● **What the exercise asks**
Tally the lines in the records underneath that contain the string "谷山支所通り", and state the figure by itself.

● **Supplied records**
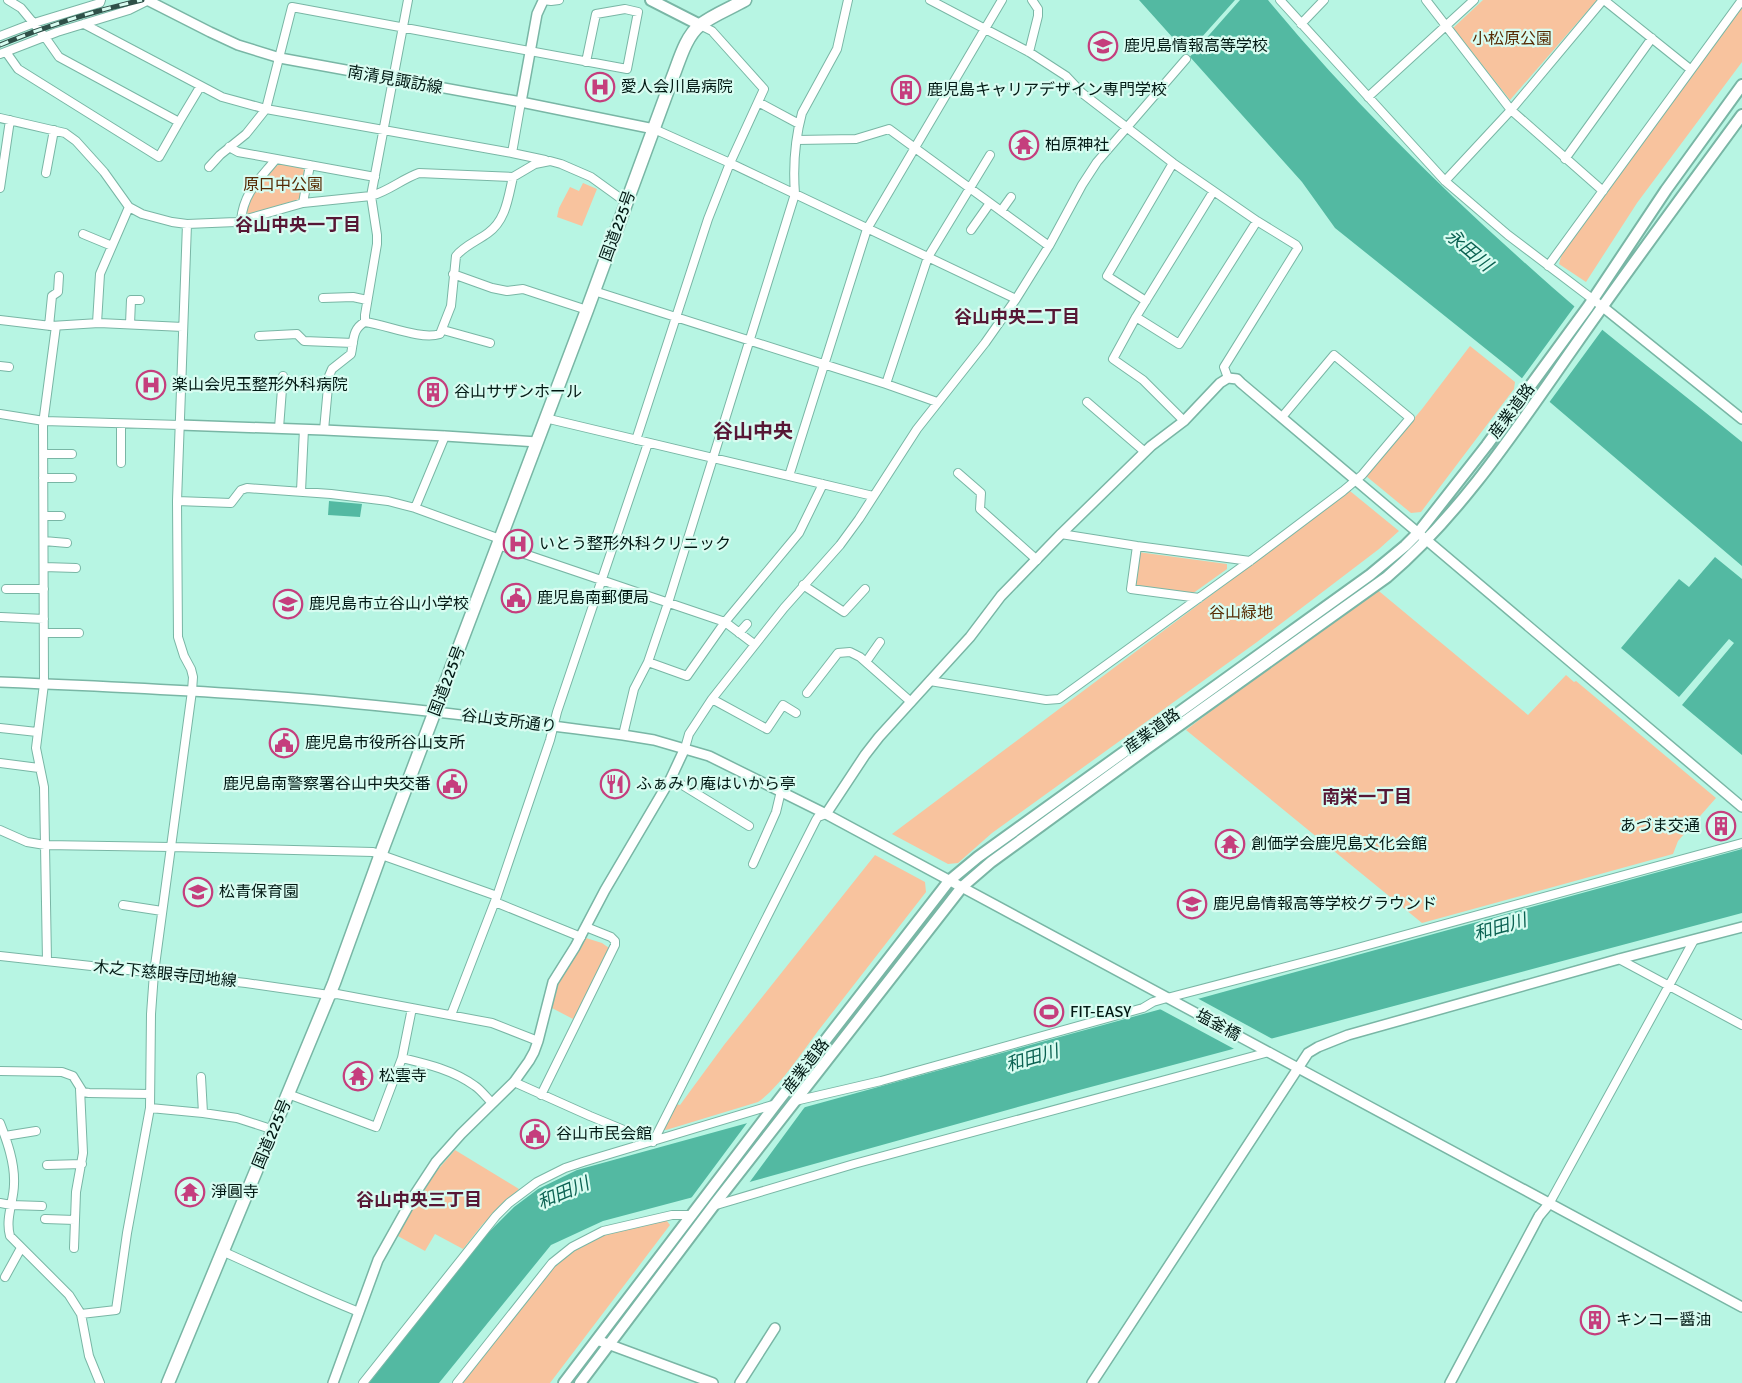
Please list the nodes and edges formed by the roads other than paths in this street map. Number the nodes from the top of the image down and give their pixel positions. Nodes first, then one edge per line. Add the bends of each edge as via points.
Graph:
1 (8, 0) edge
2 (101, 0) edge
3 (148, 0) edge
4 (408, 0) edge
5 (543, 0) edge
6 (560, 0) edge
7 (651, 0) edge
8 (745, 0) edge
9 (848, 0) edge
10 (930, 0) edge
11 (1002, 0) edge
12 (1032, 0) edge
13 (1280, 0) edge
14 (1324, 0) edge
15 (1426, 0) edge
16 (1474, 0) edge
17 (1604, 0) edge
18 (1742, 0) edge
19 (293, 4) edge
20 (34, 23) junction
21 (84, 24) junction
22 (1301, 24) junction
23 (700, 25) junction
24 (1446, 26) junction
25 (403, 28) junction
26 (985, 29) junction
27 (0, 36) edge
28 (45, 37) junction
29 (1652, 38) junction
30 (530, 51) junction
31 (1029, 52) junction
32 (3, 53) edge
33 (280, 58) junction
34 (1186, 59) dead end
35 (586, 62) junction
36 (1690, 69) junction
37 (393, 79) junction
38 (1742, 85) edge
39 (200, 87) junction
40 (1368, 97) junction
41 (521, 102) junction
42 (758, 102) junction
43 (266, 109) junction
44 (1511, 110) junction
45 (1742, 115) edge
46 (0, 118) edge
47 (10, 120) junction
48 (179, 122) junction
49 (799, 124) junction
50 (1126, 127) junction
51 (654, 129) junction
52 (54, 130) junction
53 (384, 130) junction
54 (4, 137) edge
55 (797, 140) junction
56 (229, 147) junction
57 (915, 148) junction
58 (512, 153) junction
59 (990, 155) dead end
60 (276, 159) junction
61 (1565, 159) junction
62 (550, 161) junction
63 (730, 163) junction
64 (1173, 163) junction
65 (310, 165) junction
66 (209, 167) dead end
67 (46, 173) dead end
68 (375, 177) junction
69 (513, 177) junction
70 (1445, 181) junction
71 (0, 188) edge
72 (970, 189) junction
73 (1603, 191) junction
74 (1213, 192) junction
75 (795, 194) junction
76 (371, 196) junction
77 (1011, 197) dead end
78 (303, 203) junction
79 (627, 203) junction
80 (990, 203) junction
81 (129, 207) junction
82 (1001, 211) junction
83 (241, 220) junction
84 (1257, 221) junction
85 (187, 224) junction
86 (867, 229) junction
87 (971, 230) dead end
88 (82, 234) dead end
89 (112, 246) junction
90 (1049, 246) junction
91 (928, 257) junction
92 (1548, 266) junction
93 (453, 274) junction
94 (60, 276) dead end
95 (594, 291) junction
96 (323, 298) dead end
97 (1016, 299) junction
98 (140, 300) dead end
99 (367, 300) junction
100 (1146, 301) junction
101 (1595, 307) junction
102 (587, 310) junction
103 (675, 317) junction
104 (1136, 317) junction
105 (0, 320) edge
106 (365, 322) junction
107 (97, 323) junction
108 (130, 324) junction
109 (53, 326) junction
110 (183, 327) junction
111 (443, 330) junction
112 (260, 336) dead end
113 (750, 341) junction
114 (353, 344) junction
115 (490, 344) dead end
116 (824, 365) junction
117 (283, 376) dead end
118 (1228, 378) junction
119 (886, 384) junction
120 (937, 402) junction
121 (1087, 402) dead end
122 (0, 414) edge
123 (1282, 417) junction
124 (545, 418) junction
125 (1742, 419) edge
126 (44, 421) junction
127 (1184, 421) junction
128 (121, 424) junction
129 (180, 426) junction
130 (279, 428) junction
131 (304, 429) junction
132 (324, 430) junction
133 (444, 436) junction
134 (636, 440) junction
135 (537, 442) junction
136 (648, 443) junction
137 (1145, 452) junction
138 (44, 454) junction
139 (72, 454) dead end
140 (714, 458) junction
141 (121, 463) dead end
142 (958, 473) dead end
143 (789, 476) junction
144 (44, 478) junction
145 (72, 478) dead end
146 (1355, 480) junction
147 (824, 484) junction
148 (302, 491) junction
149 (873, 496) junction
150 (177, 501) junction
151 (415, 508) junction
152 (44, 516) junction
153 (61, 516) dead end
154 (1418, 533) junction
155 (1061, 534) junction
156 (1427, 540) junction
157 (44, 541) junction
158 (499, 542) junction
159 (67, 543) dead end
160 (1137, 546) junction
161 (1037, 560) junction
162 (1250, 561) junction
163 (44, 567) junction
164 (76, 567) dead end
165 (602, 581) junction
166 (803, 585) junction
167 (6, 589) dead end
168 (44, 589) junction
169 (865, 589) dead end
170 (1199, 598) junction
171 (668, 603) junction
172 (1, 617) edge
173 (44, 619) junction
174 (725, 622) junction
175 (747, 624) dead end
176 (44, 633) junction
177 (79, 633) dead end
178 (739, 633) junction
179 (880, 642) dead end
180 (754, 645) junction
181 (648, 662) junction
182 (866, 662) junction
183 (930, 681) junction
184 (0, 682) edge
185 (44, 684) junction
186 (192, 691) junction
187 (807, 693) dead end
188 (712, 699) junction
189 (911, 702) junction
190 (435, 712) junction
191 (796, 713) dead end
192 (553, 726) junction
193 (0, 728) edge
194 (37, 732) junction
195 (623, 735) junction
196 (685, 748) junction
197 (0, 763) edge
198 (39, 768) junction
199 (671, 778) junction
200 (781, 791) junction
201 (1742, 807) edge
202 (826, 814) junction
203 (749, 826) dead end
204 (0, 830) edge
205 (1742, 843) edge
206 (45, 845) junction
207 (171, 846) junction
208 (381, 854) junction
209 (753, 864) dead end
210 (949, 881) junction
211 (962, 887) junction
212 (496, 899) junction
213 (123, 905) dead end
214 (162, 911) junction
215 (586, 927) junction
216 (1742, 927) edge
217 (581, 937) junction
218 (1694, 940) junction
219 (0, 956) edge
220 (1619, 959) junction
221 (47, 962) junction
222 (154, 973) junction
223 (1669, 986) junction
224 (329, 995) junction
225 (1167, 998) junction
226 (412, 1008) junction
227 (451, 1015) junction
228 (1742, 1025) edge
229 (538, 1041) junction
230 (1267, 1051) junction
231 (402, 1058) junction
232 (1298, 1068) junction
233 (0, 1071) edge
234 (201, 1077) dead end
235 (514, 1082) junction
236 (80, 1089) junction
237 (150, 1094) junction
238 (288, 1094) junction
239 (541, 1095) junction
240 (492, 1103) junction
241 (793, 1104) junction
242 (150, 1108) junction
243 (773, 1108) junction
244 (203, 1113) junction
245 (0, 1123) edge
246 (274, 1130) junction
247 (36, 1131) dead end
248 (5, 1136) junction
249 (653, 1142) junction
250 (82, 1164) junction
251 (47, 1165) dead end
252 (0, 1203) edge
253 (715, 1204) junction
254 (1549, 1204) junction
255 (11, 1206) junction
256 (42, 1206) dead end
257 (692, 1215) junction
258 (45, 1219) dead end
259 (75, 1220) junction
260 (21, 1248) junction
261 (74, 1248) dead end
262 (224, 1252) junction
263 (5, 1277) dead end
264 (1742, 1307) edge
265 (359, 1312) junction
266 (81, 1314) junction
267 (776, 1328) dead end
268 (597, 1340) junction
269 (609, 1345) junction
270 (100, 1383) edge
271 (168, 1383) edge
272 (333, 1383) edge
273 (363, 1383) edge
274 (457, 1383) edge
275 (564, 1383) edge
276 (580, 1383) edge
277 (713, 1383) edge
278 (740, 1383) edge
279 (1092, 1383) edge
280 (1450, 1383) edge

1 - 20 street
2 - 20 street
3 - 21 street
3 - 33 street, 南清見諏訪線 via 229,41
4 - 25 street
5 - 6 street
5 - 30 street
7 - 23 main road
8 - 23 highway, 国道225号
9 - 49 street via 837,49
10 - 26 street
11 - 26 street
12 - 31 street via 1038,16
13 - 22 street
14 - 22 street
15 - 24 street
16 - 24 street
17 - 29 street
17 - 44 street
18 - 36 street
19 - 25 street
19 - 33 street
20 - 27 street
20 - 28 street
21 - 28 street
21 - 39 street
22 - 40 street
23 - 42 street via 712,31 764,89
23 - 51 highway, 国道225号 via 687,43
24 - 40 street
24 - 44 street
25 - 30 street
25 - 37 street
26 - 31 street
26 - 57 street
28 - 32 street
28 - 48 street via 58,57
29 - 36 street
29 - 61 street
30 - 35 street
30 - 41 street
31 - 50 street via 1066,76
32 - 48 street via 18,69 159,157
33 - 37 street, 南清見諏訪線
33 - 43 street
34 - 50 street
35 - 35 street via 627,69 638,12 625,9 596,14
36 - 73 street
37 - 41 street, 南清見諏訪線
37 - 53 street
38 - 101 main road, 産業道路 via 1666,190
39 - 43 street
39 - 48 street
40 - 70 street
41 - 51 street, 南清見諏訪線
41 - 58 street
42 - 49 street
42 - 63 street
43 - 53 street
43 - 56 street via 246,134
44 - 61 street
44 - 70 street
45 - 101 main road, 産業道路
46 - 47 street
47 - 52 street
47 - 54 street
49 - 55 street
50 - 64 street
50 - 90 street via 1089,173
51 - 63 street
51 - 79 highway, 国道225号
52 - 67 street
52 - 81 street via 76,141
53 - 58 street
53 - 68 street
54 - 71 street
55 - 57 street via 856,139 889,129
55 - 75 street
56 - 60 street
56 - 66 street
57 - 72 street
57 - 86 street
58 - 62 street
59 - 72 street
60 - 65 street
60 - 83 street via 246,197
61 - 73 street
62 - 69 street via 535,164
62 - 79 street via 591,177
63 - 75 street
63 - 103 street
64 - 74 street
64 - 100 street via 1107,276
65 - 68 street
65 - 78 street
68 - 76 street
69 - 76 street via 420,173
69 - 93 street via 502,218 489,233 456,256
70 - 92 street
72 - 80 street
72 - 91 street
73 - 92 street
74 - 84 street
74 - 100 street
75 - 86 street
75 - 113 street
76 - 78 street
76 - 99 street via 377,244
77 - 82 street
78 - 83 street
79 - 95 highway, 国道225号
80 - 82 street
80 - 87 street
81 - 85 street via 142,214
81 - 89 street
82 - 90 street
83 - 85 street
84 - 104 street via 1179,344
84 - 118 street via 1298,248 1224,367
85 - 110 street
86 - 91 street
86 - 116 street
88 - 89 street
89 - 107 street via 98,279
90 - 97 street
91 - 97 street
91 - 119 street
92 - 101 street
93 - 102 street via 499,290 523,289
93 - 111 street
94 - 109 street via 58,292 52,296
95 - 102 highway, 国道225号
95 - 103 street
96 - 99 street
97 - 120 street
98 - 108 street via 128,300
99 - 106 street
100 - 104 street
101 - 125 street
101 - 154 main road, 産業道路
101 - 156 main road, 産業道路 via 1538,398
102 - 124 highway, 国道225号
103 - 113 street
103 - 134 street
104 - 127 street via 1113,359 1143,380
105 - 109 street
106 - 111 street via 429,335
106 - 114 street via 356,328
107 - 108 street
107 - 109 street
108 - 110 street
109 - 126 street
110 - 129 street
111 - 115 street
112 - 114 street via 297,334 304,340
113 - 116 street
113 - 140 street
114 - 132 street via 351,354 329,376
116 - 119 street
116 - 143 street
117 - 130 street
118 - 123 street via 1237,379
118 - 127 street
119 - 120 street
120 - 149 street
121 - 137 street
122 - 126 street
123 - 146 street
123 - 146 street via 1334,355 1410,418
124 - 134 street
124 - 135 highway, 国道225号
126 - 128 street
126 - 138 street
127 - 137 street
128 - 129 street
128 - 141 street
129 - 130 street
129 - 150 street
130 - 131 street
131 - 132 street
131 - 148 street
132 - 133 street
133 - 135 street
133 - 151 street
134 - 136 street
135 - 158 highway, 国道225号
136 - 140 street
136 - 165 street
137 - 155 street
138 - 139 street
138 - 144 street
140 - 143 street
140 - 171 street
142 - 161 street via 981,493 980,508
143 - 147 street
144 - 145 street
144 - 152 street
146 - 154 street
146 - 162 street
147 - 149 street
147 - 174 street via 799,533
148 - 150 street via 247,488 231,503
148 - 151 street via 361,496
149 - 166 street via 840,545
150 - 186 street via 178,637 191,669
151 - 158 street
152 - 153 street
152 - 157 street
154 - 156 street
154 - 210 main road, 産業道路 via 1370,575 978,856
155 - 160 street
155 - 161 street
156 - 201 street
156 - 211 main road, 産業道路 via 1387,578
157 - 159 street
157 - 163 street
158 - 165 street
158 - 190 highway, 国道225号
160 - 162 street
160 - 170 street via 1131,589
161 - 183 street via 1000,596 970,638
162 - 170 street
163 - 164 street
163 - 168 street
165 - 171 street
165 - 192 street
166 - 169 street via 844,612
166 - 180 street
167 - 168 street
168 - 173 street
170 - 183 street via 1056,700
171 - 174 street
171 - 181 street
172 - 173 street
173 - 176 street
174 - 178 street
174 - 181 street via 687,676
175 - 178 street
176 - 177 street
176 - 185 street
178 - 180 street
179 - 182 street
180 - 188 street
181 - 195 street via 634,689
182 - 187 street via 854,653 838,653
182 - 189 street
183 - 189 street
184 - 185 street, 谷山支所通り
185 - 186 street, 谷山支所通り
185 - 194 street
186 - 190 street, 谷山支所通り
186 - 207 street
188 - 191 street via 767,729 783,705
188 - 196 street via 689,734
189 - 202 street via 865,755
190 - 192 street, 谷山支所通り
190 - 208 highway, 国道225号
192 - 195 street, 谷山支所通り
192 - 212 street
193 - 194 street
194 - 198 street
195 - 196 street, 谷山支所通り
196 - 199 street
196 - 200 street, 谷山支所通り
197 - 198 street
198 - 206 street via 44,787
199 - 203 street
199 - 215 street
200 - 202 street, 谷山支所通り
200 - 209 street
202 - 210 street, 谷山支所通り
202 - 249 street via 818,817
204 - 206 street
205 - 225 street
206 - 207 street
206 - 221 street
207 - 208 street
207 - 214 street
208 - 212 street
208 - 224 highway, 国道225号
210 - 211 street, 谷山支所通り
210 - 243 main road, 産業道路
211 - 225 street, 塩釜橋
211 - 241 main road, 産業道路
212 - 217 street
212 - 227 street
213 - 214 street
214 - 222 street
215 - 217 street
215 - 239 street via 611,937 615,945
216 - 218 street
217 - 229 street via 553,982
218 - 220 street
218 - 223 street
219 - 221 street, 木之下慈眼寺団地線
220 - 223 street
220 - 232 street via 1348,1035 1308,1053
221 - 222 street, 木之下慈眼寺団地線
222 - 224 street, 木之下慈眼寺団地線
222 - 237 street
223 - 228 street
223 - 254 street
224 - 226 street, 木之下慈眼寺団地線
224 - 238 highway, 国道225号
225 - 230 street, 塩釜橋
225 - 241 street via 1143,1008
226 - 227 street, 木之下慈眼寺団地線
226 - 231 street
227 - 229 street, 木之下慈眼寺団地線 via 492,1023
229 - 235 street
230 - 232 street, 塩釜橋
230 - 253 street
231 - 238 street via 376,1126
231 - 240 street via 441,1068 476,1086
232 - 254 street, 塩釜橋
232 - 279 street
233 - 236 street via 62,1072 73,1076
234 - 244 street
235 - 239 street
235 - 240 street
236 - 237 street via 89,1093
236 - 250 street
237 - 242 street
238 - 246 highway, 国道225号
239 - 249 street
240 - 265 street via 427,1174 385,1246
241 - 253 main road, 産業道路
242 - 244 street
242 - 266 street via 116,1310
243 - 249 street
243 - 257 main road, 産業道路
244 - 246 street via 237,1118
245 - 248 street
246 - 262 highway, 国道225号
247 - 248 street
248 - 255 street via 14,1179
249 - 273 street via 565,1168 509,1203
250 - 251 street
250 - 259 street
252 - 255 street
253 - 269 main road, 産業道路
254 - 264 street, 塩釜橋
254 - 280 street
255 - 256 street
255 - 260 street via 9,1232
257 - 268 main road, 産業道路
257 - 274 street via 672,1215 603,1231 572,1247 552,1263
258 - 259 street
259 - 261 street
260 - 263 street
260 - 266 street via 69,1295
262 - 265 street
262 - 271 highway, 国道225号
265 - 272 street
266 - 270 street via 89,1356
267 - 278 street
268 - 269 street
268 - 275 main road, 産業道路
269 - 276 main road, 産業道路
269 - 277 street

● **Your solution**
10